-- Opening Marker --

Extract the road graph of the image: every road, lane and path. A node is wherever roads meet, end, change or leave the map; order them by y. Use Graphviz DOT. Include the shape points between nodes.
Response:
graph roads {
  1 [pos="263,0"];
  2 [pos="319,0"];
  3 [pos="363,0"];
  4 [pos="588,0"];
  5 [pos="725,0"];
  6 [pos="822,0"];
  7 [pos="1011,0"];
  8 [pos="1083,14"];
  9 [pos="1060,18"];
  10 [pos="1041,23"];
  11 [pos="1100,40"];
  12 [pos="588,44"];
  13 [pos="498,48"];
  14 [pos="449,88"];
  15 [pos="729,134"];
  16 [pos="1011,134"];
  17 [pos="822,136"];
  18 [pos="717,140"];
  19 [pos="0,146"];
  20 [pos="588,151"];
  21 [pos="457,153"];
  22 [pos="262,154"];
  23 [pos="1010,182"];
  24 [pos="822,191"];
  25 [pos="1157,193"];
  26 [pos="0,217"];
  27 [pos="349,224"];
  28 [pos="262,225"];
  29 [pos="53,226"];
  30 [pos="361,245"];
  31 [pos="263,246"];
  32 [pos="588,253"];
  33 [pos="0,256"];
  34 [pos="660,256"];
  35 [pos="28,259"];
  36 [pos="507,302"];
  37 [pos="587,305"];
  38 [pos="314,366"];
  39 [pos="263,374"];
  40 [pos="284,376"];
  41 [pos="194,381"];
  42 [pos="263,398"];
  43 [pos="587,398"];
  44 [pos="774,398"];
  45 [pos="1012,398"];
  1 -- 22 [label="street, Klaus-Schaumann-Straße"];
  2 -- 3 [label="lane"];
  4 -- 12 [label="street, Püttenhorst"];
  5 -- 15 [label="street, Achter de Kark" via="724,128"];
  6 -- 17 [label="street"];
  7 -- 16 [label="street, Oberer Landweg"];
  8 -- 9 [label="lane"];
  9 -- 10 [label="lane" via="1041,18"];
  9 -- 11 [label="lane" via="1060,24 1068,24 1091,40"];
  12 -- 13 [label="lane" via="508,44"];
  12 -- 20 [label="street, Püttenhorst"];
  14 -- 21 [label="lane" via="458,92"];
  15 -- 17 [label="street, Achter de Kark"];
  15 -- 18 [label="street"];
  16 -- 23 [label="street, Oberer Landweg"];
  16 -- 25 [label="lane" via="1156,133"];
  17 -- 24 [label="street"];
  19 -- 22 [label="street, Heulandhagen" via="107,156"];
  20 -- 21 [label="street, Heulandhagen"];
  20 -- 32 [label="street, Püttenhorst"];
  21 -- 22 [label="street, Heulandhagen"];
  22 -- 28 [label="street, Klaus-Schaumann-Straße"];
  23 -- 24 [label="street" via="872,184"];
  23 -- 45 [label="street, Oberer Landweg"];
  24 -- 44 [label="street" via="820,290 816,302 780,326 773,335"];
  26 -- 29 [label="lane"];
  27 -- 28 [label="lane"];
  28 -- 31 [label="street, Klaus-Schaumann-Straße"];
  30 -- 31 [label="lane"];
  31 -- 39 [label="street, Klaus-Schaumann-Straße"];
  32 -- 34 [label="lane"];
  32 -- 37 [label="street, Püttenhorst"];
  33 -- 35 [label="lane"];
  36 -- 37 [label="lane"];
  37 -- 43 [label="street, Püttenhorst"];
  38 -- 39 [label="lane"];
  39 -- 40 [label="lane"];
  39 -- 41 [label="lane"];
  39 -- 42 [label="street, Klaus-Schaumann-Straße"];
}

-- Closing Marker --

| Required action |
When copying the data above, keep every line exactly as written.

| Exercise response |
Extract the road graph of the image: every road, lane and path. A node is wherever roads meet, end, change or leave the map; order them by y. Use Graphviz DOT. Include the shape points between nodes.
Response:
graph roads {
  1 [pos="263,0"];
  2 [pos="319,0"];
  3 [pos="363,0"];
  4 [pos="588,0"];
  5 [pos="725,0"];
  6 [pos="822,0"];
  7 [pos="1011,0"];
  8 [pos="1083,14"];
  9 [pos="1060,18"];
  10 [pos="1041,23"];
  11 [pos="1100,40"];
  12 [pos="588,44"];
  13 [pos="498,48"];
  14 [pos="449,88"];
  15 [pos="729,134"];
  16 [pos="1011,134"];
  17 [pos="822,136"];
  18 [pos="717,140"];
  19 [pos="0,146"];
  20 [pos="588,151"];
  21 [pos="457,153"];
  22 [pos="262,154"];
  23 [pos="1010,182"];
  24 [pos="822,191"];
  25 [pos="1157,193"];
  26 [pos="0,217"];
  27 [pos="349,224"];
  28 [pos="262,225"];
  29 [pos="53,226"];
  30 [pos="361,245"];
  31 [pos="263,246"];
  32 [pos="588,253"];
  33 [pos="0,256"];
  34 [pos="660,256"];
  35 [pos="28,259"];
  36 [pos="507,302"];
  37 [pos="587,305"];
  38 [pos="314,366"];
  39 [pos="263,374"];
  40 [pos="284,376"];
  41 [pos="194,381"];
  42 [pos="263,398"];
  43 [pos="587,398"];
  44 [pos="774,398"];
  45 [pos="1012,398"];
  1 -- 22 [label="street, Klaus-Schaumann-Straße"];
  2 -- 3 [label="lane"];
  4 -- 12 [label="street, Püttenhorst"];
  5 -- 15 [label="street, Achter de Kark" via="724,128"];
  6 -- 17 [label="street"];
  7 -- 16 [label="street, Oberer Landweg"];
  8 -- 9 [label="lane"];
  9 -- 10 [label="lane" via="1041,18"];
  9 -- 11 [label="lane" via="1060,24 1068,24 1091,40"];
  12 -- 13 [label="lane" via="508,44"];
  12 -- 20 [label="street, Püttenhorst"];
  14 -- 21 [label="lane" via="458,92"];
  15 -- 17 [label="street, Achter de Kark"];
  15 -- 18 [label="street"];
  16 -- 23 [label="street, Oberer Landweg"];
  16 -- 25 [label="lane" via="1156,133"];
  17 -- 24 [label="street"];
  19 -- 22 [label="street, Heulandhagen" via="107,156"];
  20 -- 21 [label="street, Heulandhagen"];
  20 -- 32 [label="street, Püttenhorst"];
  21 -- 22 [label="street, Heulandhagen"];
  22 -- 28 [label="street, Klaus-Schaumann-Straße"];
  23 -- 24 [label="street" via="872,184"];
  23 -- 45 [label="street, Oberer Landweg"];
  24 -- 44 [label="street" via="820,290 816,302 780,326 773,335"];
  26 -- 29 [label="lane"];
  27 -- 28 [label="lane"];
  28 -- 31 [label="street, Klaus-Schaumann-Straße"];
  30 -- 31 [label="lane"];
  31 -- 39 [label="street, Klaus-Schaumann-Straße"];
  32 -- 34 [label="lane"];
  32 -- 37 [label="street, Püttenhorst"];
  33 -- 35 [label="lane"];
  36 -- 37 [label="lane"];
  37 -- 43 [label="street, Püttenhorst"];
  38 -- 39 [label="lane"];
  39 -- 40 [label="lane"];
  39 -- 41 [label="lane"];
  39 -- 42 [label="street, Klaus-Schaumann-Straße"];
}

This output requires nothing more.